Analisi dei protagonisti della calda estate del calciomercato
CALCIO CALCIOMERCATO TATTICA MONTELLA BERBATOV FERGUSON MANCHESTER UNITED FIORENTINA / ROMA- Dopo il bell'inizio di campionato (2-1 all'Udinese), la Fiorentina di Vincenzo Montella è riuscita a resistere agli assalti della Juventus per Stevan Jovetic. La società viola ha un progetto ambizioso e uno degli obiettivi è sicuramente Dimitar Berbatov, per il quale la trattativa sembra in dirittura d'arrivo.
BIOGRAFIA – Dimitar Ivanov Berbatov nasce a Blagoevgrad, in Bulgaria, il 30 gennaio del 1981. Muove i primi passi calcistici nel Pirin Blagoevgrad, squadra della sua città, dove debutta a 17 anni. Nel 1998 si trasferisce al CSKA Sofia, una delle maggiori squadre bulgare, dove rimane 3 stagioni segnando 37 reti in 65 presenze e vincendo una Coppa di Bulgaria. Le ottime prestazioni in patria gli valgono la chiamata da un campionato maggiore. Nel 2001 infatti Berbatov viene acquistato dal Bayer Leverkusen. Dopo un inizio difficile, il bulgaro riesce ad imporsi e diventa un titolare inamovibile delle 'Aspirine' con cui però non vince nulla, arrivando in finale di Champions League ma venendo sconfitto dal Real Madrid. Nel 2006 dopo 200 presenze condite da 90 reti Berbatov viene ingaggiato dal Tottenham. Con gli 'Spurs' gioca due stagioni estremamente positive a livello realizzativo e riuscendo a vincere anche una Carling Cup. Nel 2008 arriva la grande chiamata del Manchester United. Sir Alex Ferguson dimostra subito di avere grande fiducia nelle capacità del giocatore bulgaro schierandolo titolare per 3 stagioni consecutive.

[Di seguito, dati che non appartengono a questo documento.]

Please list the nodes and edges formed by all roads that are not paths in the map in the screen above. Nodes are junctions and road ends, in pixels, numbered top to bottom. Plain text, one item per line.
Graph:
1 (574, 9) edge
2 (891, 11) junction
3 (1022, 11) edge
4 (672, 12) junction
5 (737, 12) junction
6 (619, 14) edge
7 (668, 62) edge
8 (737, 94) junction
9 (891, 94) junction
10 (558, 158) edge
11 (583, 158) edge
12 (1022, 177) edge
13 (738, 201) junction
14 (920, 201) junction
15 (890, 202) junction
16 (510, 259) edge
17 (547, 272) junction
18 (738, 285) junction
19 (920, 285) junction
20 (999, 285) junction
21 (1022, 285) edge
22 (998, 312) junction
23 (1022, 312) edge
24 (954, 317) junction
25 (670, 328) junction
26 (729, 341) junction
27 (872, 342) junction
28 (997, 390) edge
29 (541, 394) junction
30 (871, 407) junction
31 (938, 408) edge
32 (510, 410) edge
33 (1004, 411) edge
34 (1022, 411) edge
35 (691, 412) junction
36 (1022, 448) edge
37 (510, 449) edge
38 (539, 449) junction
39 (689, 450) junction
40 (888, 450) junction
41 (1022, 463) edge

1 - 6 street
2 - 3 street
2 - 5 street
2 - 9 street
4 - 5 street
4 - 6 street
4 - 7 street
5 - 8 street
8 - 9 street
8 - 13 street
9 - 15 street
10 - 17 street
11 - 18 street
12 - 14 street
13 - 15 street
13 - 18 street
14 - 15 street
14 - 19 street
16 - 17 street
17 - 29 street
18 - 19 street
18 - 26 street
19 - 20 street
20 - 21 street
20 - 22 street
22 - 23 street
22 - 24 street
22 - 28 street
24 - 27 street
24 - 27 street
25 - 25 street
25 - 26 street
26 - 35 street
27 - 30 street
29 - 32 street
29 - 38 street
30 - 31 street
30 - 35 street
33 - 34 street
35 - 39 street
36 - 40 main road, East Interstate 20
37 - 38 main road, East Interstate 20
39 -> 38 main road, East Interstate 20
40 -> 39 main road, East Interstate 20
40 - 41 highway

Berbatov ripaga contribuendo alla vittoria di due campionati, due Carling Cup, due Community Shield ed un Mondiale per Club. Nella stagione 2010/2011 si laurea anche capocannoniere della Premier League. Nel 2011/2012 con l'affermazione di Javier Hernandez e di Danny Welbeck, Berbatov perde il posto in squadra arrivando a giocare solo 18 gare, segnando però 9 reti. Grazie alle sue ottime prestazioni, Berbatov debutta con la nazionale bulgara addirittura nel 1999 sotto la gestione tecnica di Dimitar Dimitrov. Da allora ha collezionato 77 presenze segnando 48 gol, diventando il maggior goleador della sua nazione, superando mostri sacri come Bonev e Stoichkov. Ha partecipato al campionato europeo del 2004.
CARATTERISTICHE TECNICO-TATTICHE – Dimitar Berbatov è stato per anni uno dei centravanti più completi dell'intero panorama europeo. Alto 1,93 per 80 kg, fisico asciutto e longilineo, destro naturale. Berbatov ha 31 anni ma è ancora un giocatore di assoluto livello. Classico centravanti (è il ruolo che predilige, nonostante abbia giocato anche da seconda punta), Berbatov è un giocatore che sposa una grande potenza fisica con una tecnica individuale notevole. Non è quindi il pennellone statico d'area di rigore, anzi. La sua specialità è giocare nello stretto, dialogando con i compagni di squadra. E' dotato di un dribbling fulminante e, grazie alla tecnica, segna in qualsiasi maniera. Giocatore che fa dell'estro una delle sue migliori doti ma anche uno dei suoi più grandi difetti. La sua personalità infatti lo porta ad essere leggermente discontinuo nelle prestazioni, ma quando è in giornata è capace di grandissime cose.
E' UN AFFARE PER LA FIORENTINA? – Assolutamente si. Sarebbe la ciliegina sulla torta di un grande mercato condotto dal direttore sportivo viola Daniele Pradè. Berbatov infatti è perfetto come punta centrale del 4-3-3 di Vincenzo Montella, ma agirebbe benissimo anche da centravanti in un 3-5-2, supportato dalla fantasia e dalla classe di Stevan Jovetic. Proprio con il montenegrino si creerebbe una coppia ad altissimo livello tecnico che potrebbe davvero far sognare i tifosi fiorentini.